Contudo, convém relembrar alguns aspetos do regime do concurso público urgente para bem se avaliar o que verdadeiramente está em causa.

II.A. Da modalidade de concurso público urgente (3)

9. O concurso público urgente encontra-se regulado nos artigos 155.º a 161.º do CCP, regendo-se, com as necessárias adaptações, pelas disposições que regulam o concurso público, em tudo o que não esteja especialmente previsto nos artigos referidos ou que com eles não seja incompatível.
Um dos aspetos comuns às duas modalidades é o de qualquer interessado em contratar poder apresentar a sua proposta, o que significa que a figura do concurso público urgente está, tal como a do concurso público, integralmente sujeita aos princípios da concorrência, transparência e igualdade (cfr. artigo 1.º, n.º 4, do CCP).
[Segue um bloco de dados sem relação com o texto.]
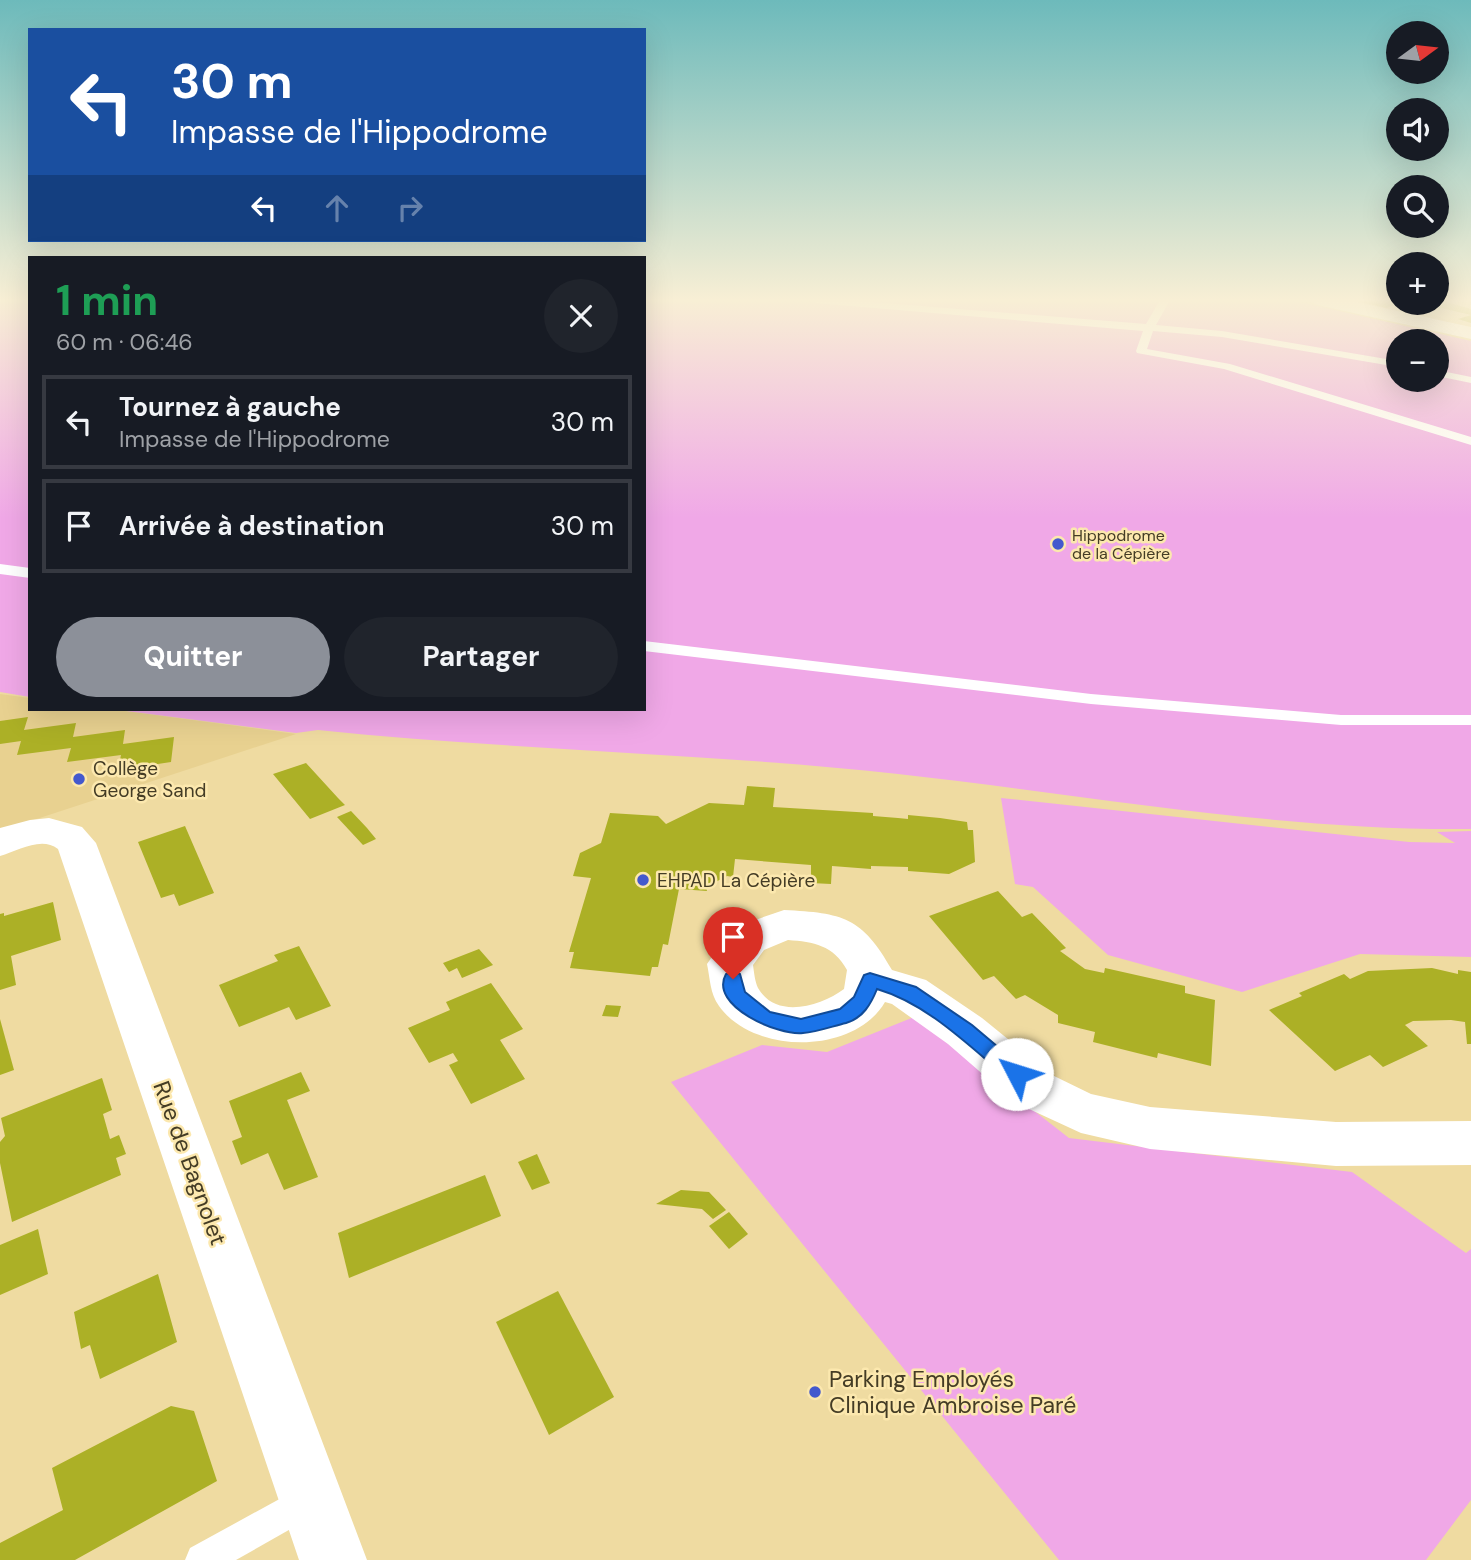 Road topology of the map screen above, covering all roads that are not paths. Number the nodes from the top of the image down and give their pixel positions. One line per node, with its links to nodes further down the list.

Isto implica, designadamente, a publicidade da oferta de contratar, a utilização de critérios objetivos de seleção e a fundamentação da escolha.

10. Só que, com base na necessidade de fazer face a uma situação de urgência, o legislador previu, para essa eventualidade, a possibilidade de a Administração utilizar um procedimento acelerado de concurso público.
Esta aceleração faz-se, essencialmente, à custa do seguinte:
a) O concurso é publicitado no Diário da República através de anúncio, do qual constam desde logo o programa do concurso e o caderno de encargos;
b) O prazo mínimo para a apresentação de propostas pode ser reduzido até 24 horas, sendo que, para a formação de contratos de empreitada, em circunstâncias normais esse prazo não poderia nunca ser inferior a 9 dias ou, em caso de obras não manifestamente simples, a 20 dias;
c) Não são admitidos pedidos de esclarecimentos para a boa compreensão e interpretação das peças do concurso;
d) Não há lugar à identificação de eventuais erros ou omissões do caderno de encargos;
e) Não se preveem prorrogações do prazo para apresentação de candidaturas;
f) Os concorrentes são obrigados a manter as suas propostas por apenas 10 dias, sem qualquer prorrogação;
g) Os concorrentes não podem consultar as outras propostas apresentadas;
h) Não há lugar à constituição de um júri para conduzir o procedimento;
i) Não é possível pedir aos concorrentes quaisquer esclarecimentos sobre as propostas apresentadas;
j) O critério de adjudicação só pode ser o do mais baixo preço;
k) Não são elaborados relatórios de análise das propostas;
l) Não há lugar a audiência prévia antes de proferida a decisão de adjudicação;
m) O adjudicatário deve apresentar os documentos de habilitação exigidos no prazo máximo de 2 dias a partir da notificação da adjudicação.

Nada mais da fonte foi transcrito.